**EXERCISE:** All records below must be reproduced exactly, although any pictures they contain are to be omitted.

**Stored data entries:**

= Beginning of Section =

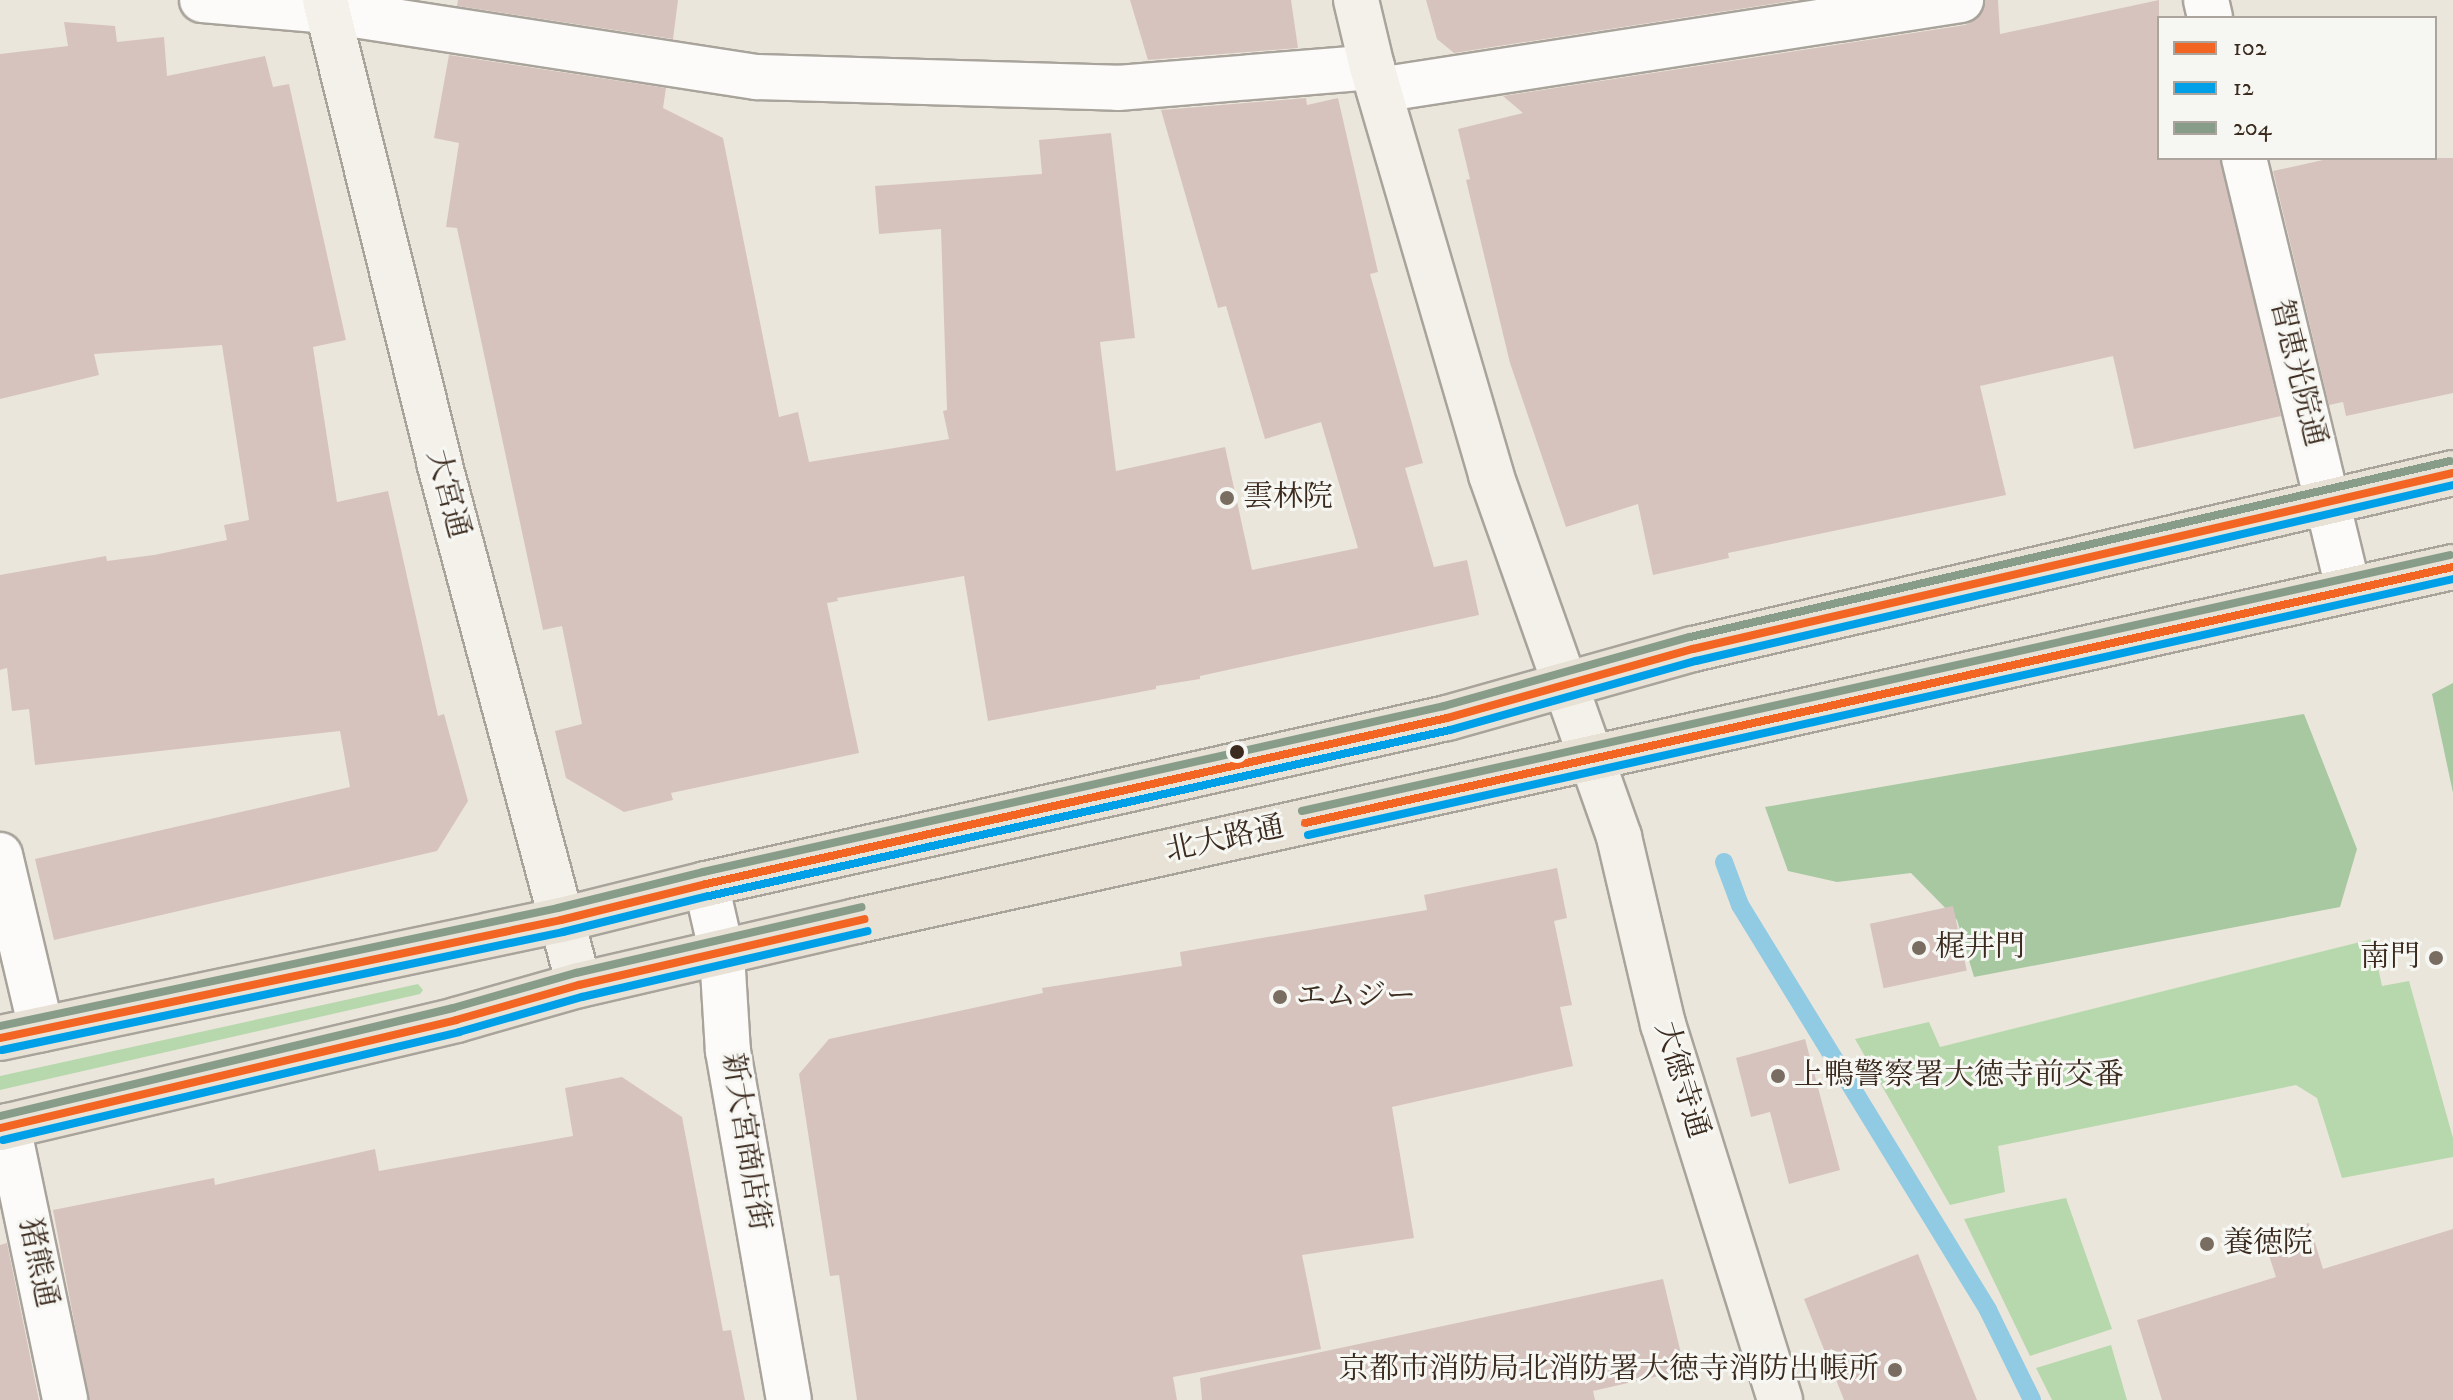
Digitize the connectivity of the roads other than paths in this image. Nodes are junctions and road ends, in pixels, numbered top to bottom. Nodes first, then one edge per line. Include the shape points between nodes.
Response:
1 (202, 0) edge
2 (1356, 0) edge
3 (1961, 0) edge
4 (327, 6) edge
5 (1376, 79) junction
6 (2244, 160) edge
7 (2453, 473) edge
8 (2328, 504) junction
9 (2453, 567) edge
10 (2348, 588) junction
11 (1565, 685) junction
12 (1590, 758) junction
13 (0, 855) edge
14 (706, 884) junction
15 (561, 920) junction
16 (722, 954) junction
17 (579, 985) junction
18 (21, 1033) edge
19 (4, 1127) edge
20 (65, 1400) edge
21 (789, 1400) edge
22 (1780, 1400) edge

1 - 4 street
2 - 5 street, 大徳寺通
3 - 5 street
4 - 5 street via 757,77 1118,88
4 - 15 street, 大宮通 via 439,462
5 - 11 street, 大徳寺通 via 1491,475
6 - 8 street, 智恵光院通
7 - 8 main road
8 - 10 street, 智恵光院通
8 - 11 main road via 1693,649
9 - 10 main road, 北大路通
10 - 12 main road, 北大路通
11 - 12 street, 大徳寺通
11 - 14 main road via 1447,718
12 - 16 main road, 北大路通
12 - 22 street, 大徳寺通 via 1619,837 1663,1024
13 - 18 street
14 - 15 main road
14 - 16 street, 新大宮商店街
15 - 17 street, 大宮通
15 - 18 main road
16 - 17 main road, 北大路通
16 - 21 street, 新大宮商店街 via 728,1051
17 - 19 main road, 北大路通 via 456,1020
19 - 20 street, 猪熊通

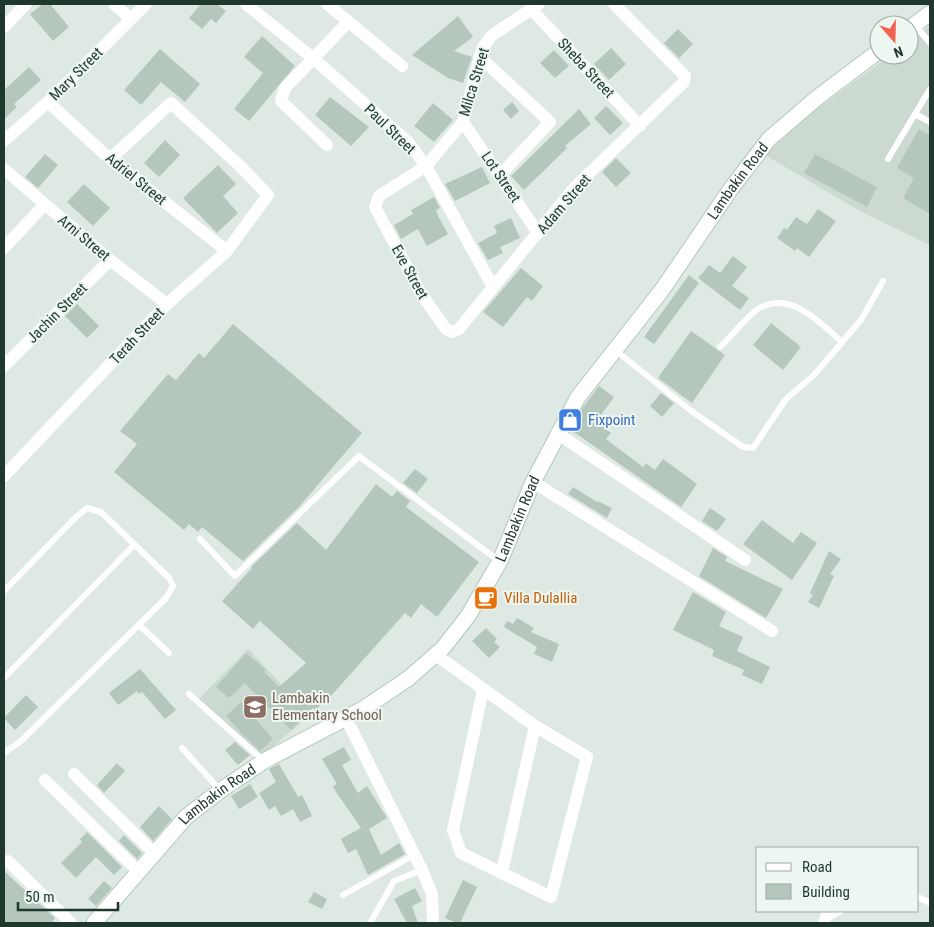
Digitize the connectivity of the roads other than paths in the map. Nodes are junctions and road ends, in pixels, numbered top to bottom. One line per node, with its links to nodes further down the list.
1 (26, 4): 12 (street)
2 (114, 4): 9 (street)
3 (146, 4): 9 (street, Mary Street)
4 (246, 4): 16 (street, Paul Street)
5 (328, 4): 11 (street)
6 (614, 4): 24 (street, Adam Street)
7 (535, 6): 15 (street, Milca Street); 24 (street, Sheba Street)
8 (930, 13): 10 (main road)
9 (131, 20): 20 (street, Mary Street)
10 (919, 21)
11 (348, 22): 16 (street); 18 (street)
12 (4, 27)
13 (919, 33): 14 (lane)
14 (930, 43)
15 (481, 58): 22 (street, Milca Street); 31 (street)
16 (314, 59): 26 (street); 29 (street, Paul Street)
17 (869, 59): 44 (main road, Lambakin Road)
18 (402, 66)
19 (930, 89): 21 (lane)
20 (48, 102): 25 (street, Mary Street); 27 (street, Adriel Street)
21 (915, 114): 23 (lane); 28 (lane)
22 (463, 122): 29 (street, Milca Street); 31 (street, Lot Street)
23 (930, 122)
24 (640, 126): 34 (street, Adam Street)
25 (4, 141)
26 (327, 145)
27 (110, 159): 36 (street, Adriel Street); 36 (street, Terah Street)
28 (888, 159)
29 (426, 166): 33 (street, Milca Street); 39 (street, Paul Street)
30 (4, 169): 32 (street, Arni Street)
31 (500, 175): 34 (street, Lot Street)
32 (46, 204): 35 (street); 37 (street, Arni Street)
33 (375, 208): 41 (street, Eve Street)
34 (538, 233): 39 (street, Adam Street)
35 (4, 248)
36 (227, 251): 40 (street, Terah Street)
37 (110, 260): 40 (street, Arni Street); 45 (street, Jachin Street)
38 (882, 281): 42 (lane)
39 (493, 287): 41 (street, Adam Street)
40 (167, 304): 47 (street, Terah Street)
41 (452, 332)
42 (841, 341): 43 (lane); 44 (lane)
43 (720, 347)
44 (615, 350): 46 (main road, Lambakin Road)
45 (4, 366)
46 (558, 434): 48 (main road, Lambakin Road); 51 (street)
47 (4, 476)
48 (533, 482): 52 (main road, Lambakin Road); 55 (street)
49 (200, 539): 52 (lane)
50 (133, 546): 53 (lane); 54 (lane); 58 (lane)
51 (745, 560)
52 (500, 561): 57 (main road, Lambakin Road)
53 (4, 591)
54 (139, 624): 56 (lane); 64 (lane)
55 (772, 630)
56 (169, 653)
57 (436, 655): 59 (street); 61 (main road, Lambakin Road)
58 (4, 678)
59 (483, 690): 62 (street); 74 (street)
60 (189, 694): 65 (lane)
61 (346, 718): 65 (main road, Lambakin Road); 70 (street)
62 (535, 726): 74 (street); 74 (street)
63 (182, 748): 68 (lane)
64 (4, 753)
65 (264, 760): 68 (main road, Lambakin Road)
66 (74, 774): 69 (street)
67 (45, 780): 73 (street)
68 (221, 790): 69 (main road, Lambakin Road)
69 (154, 852): 73 (main road, Lambakin Road)
70 (414, 855): 72 (street); 75 (lane)
71 (8, 861): 78 (street)
72 (422, 870): 80 (lane); 81 (street)
73 (138, 871): 79 (main road, Lambakin Road)
74 (502, 872)
75 (343, 896)
76 (839, 912): 77 (lane)
77 (826, 918)
78 (71, 923)
79 (94, 923)
80 (370, 923)
81 (433, 923)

= End of Section =

**ANSWER SECTION:**
Digitize the connectivity of the roads other than paths in this image. Nodes are junctions and road ends, in pixels, numbered top to bottom. Nodes first, then one edge per line. Include the shape points between nodes.
Response:
1 (202, 0) edge
2 (1356, 0) edge
3 (1961, 0) edge
4 (327, 6) edge
5 (1376, 79) junction
6 (2244, 160) edge
7 (2453, 473) edge
8 (2328, 504) junction
9 (2453, 567) edge
10 (2348, 588) junction
11 (1565, 685) junction
12 (1590, 758) junction
13 (0, 855) edge
14 (706, 884) junction
15 (561, 920) junction
16 (722, 954) junction
17 (579, 985) junction
18 (21, 1033) edge
19 (4, 1127) edge
20 (65, 1400) edge
21 (789, 1400) edge
22 (1780, 1400) edge

1 - 4 street
2 - 5 street, 大徳寺通
3 - 5 street
4 - 5 street via 757,77 1118,88
4 - 15 street, 大宮通 via 439,462
5 - 11 street, 大徳寺通 via 1491,475
6 - 8 street, 智恵光院通
7 - 8 main road
8 - 10 street, 智恵光院通
8 - 11 main road via 1693,649
9 - 10 main road, 北大路通
10 - 12 main road, 北大路通
11 - 12 street, 大徳寺通
11 - 14 main road via 1447,718
12 - 16 main road, 北大路通
12 - 22 street, 大徳寺通 via 1619,837 1663,1024
13 - 18 street
14 - 15 main road
14 - 16 street, 新大宮商店街
15 - 17 street, 大宮通
15 - 18 main road
16 - 17 main road, 北大路通
16 - 21 street, 新大宮商店街 via 728,1051
17 - 19 main road, 北大路通 via 456,1020
19 - 20 street, 猪熊通

Digitize the connectivity of the roads other than paths in the map. Nodes are junctions and road ends, in pixels, numbered top to bottom. One line per node, with its links to nodes further down the list.
1 (26, 4): 12 (street)
2 (114, 4): 9 (street)
3 (146, 4): 9 (street, Mary Street)
4 (246, 4): 16 (street, Paul Street)
5 (328, 4): 11 (street)
6 (614, 4): 24 (street, Adam Street)
7 (535, 6): 15 (street, Milca Street); 24 (street, Sheba Street)
8 (930, 13): 10 (main road)
9 (131, 20): 20 (street, Mary Street)
10 (919, 21)
11 (348, 22): 16 (street); 18 (street)
12 (4, 27)
13 (919, 33): 14 (lane)
14 (930, 43)
15 (481, 58): 22 (street, Milca Street); 31 (street)
16 (314, 59): 26 (street); 29 (street, Paul Street)
17 (869, 59): 44 (main road, Lambakin Road)
18 (402, 66)
19 (930, 89): 21 (lane)
20 (48, 102): 25 (street, Mary Street); 27 (street, Adriel Street)
21 (915, 114): 23 (lane); 28 (lane)
22 (463, 122): 29 (street, Milca Street); 31 (street, Lot Street)
23 (930, 122)
24 (640, 126): 34 (street, Adam Street)
25 (4, 141)
26 (327, 145)
27 (110, 159): 36 (street, Adriel Street); 36 (street, Terah Street)
28 (888, 159)
29 (426, 166): 33 (street, Milca Street); 39 (street, Paul Street)
30 (4, 169): 32 (street, Arni Street)
31 (500, 175): 34 (street, Lot Street)
32 (46, 204): 35 (street); 37 (street, Arni Street)
33 (375, 208): 41 (street, Eve Street)
34 (538, 233): 39 (street, Adam Street)
35 (4, 248)
36 (227, 251): 40 (street, Terah Street)
37 (110, 260): 40 (street, Arni Street); 45 (street, Jachin Street)
38 (882, 281): 42 (lane)
39 (493, 287): 41 (street, Adam Street)
40 (167, 304): 47 (street, Terah Street)
41 (452, 332)
42 (841, 341): 43 (lane); 44 (lane)
43 (720, 347)
44 (615, 350): 46 (main road, Lambakin Road)
45 (4, 366)
46 (558, 434): 48 (main road, Lambakin Road); 51 (street)
47 (4, 476)
48 (533, 482): 52 (main road, Lambakin Road); 55 (street)
49 (200, 539): 52 (lane)
50 (133, 546): 53 (lane); 54 (lane); 58 (lane)
51 (745, 560)
52 (500, 561): 57 (main road, Lambakin Road)
53 (4, 591)
54 (139, 624): 56 (lane); 64 (lane)
55 (772, 630)
56 (169, 653)
57 (436, 655): 59 (street); 61 (main road, Lambakin Road)
58 (4, 678)
59 (483, 690): 62 (street); 74 (street)
60 (189, 694): 65 (lane)
61 (346, 718): 65 (main road, Lambakin Road); 70 (street)
62 (535, 726): 74 (street); 74 (street)
63 (182, 748): 68 (lane)
64 (4, 753)
65 (264, 760): 68 (main road, Lambakin Road)
66 (74, 774): 69 (street)
67 (45, 780): 73 (street)
68 (221, 790): 69 (main road, Lambakin Road)
69 (154, 852): 73 (main road, Lambakin Road)
70 (414, 855): 72 (street); 75 (lane)
71 (8, 861): 78 (street)
72 (422, 870): 80 (lane); 81 (street)
73 (138, 871): 79 (main road, Lambakin Road)
74 (502, 872)
75 (343, 896)
76 (839, 912): 77 (lane)
77 (826, 918)
78 (71, 923)
79 (94, 923)
80 (370, 923)
81 (433, 923)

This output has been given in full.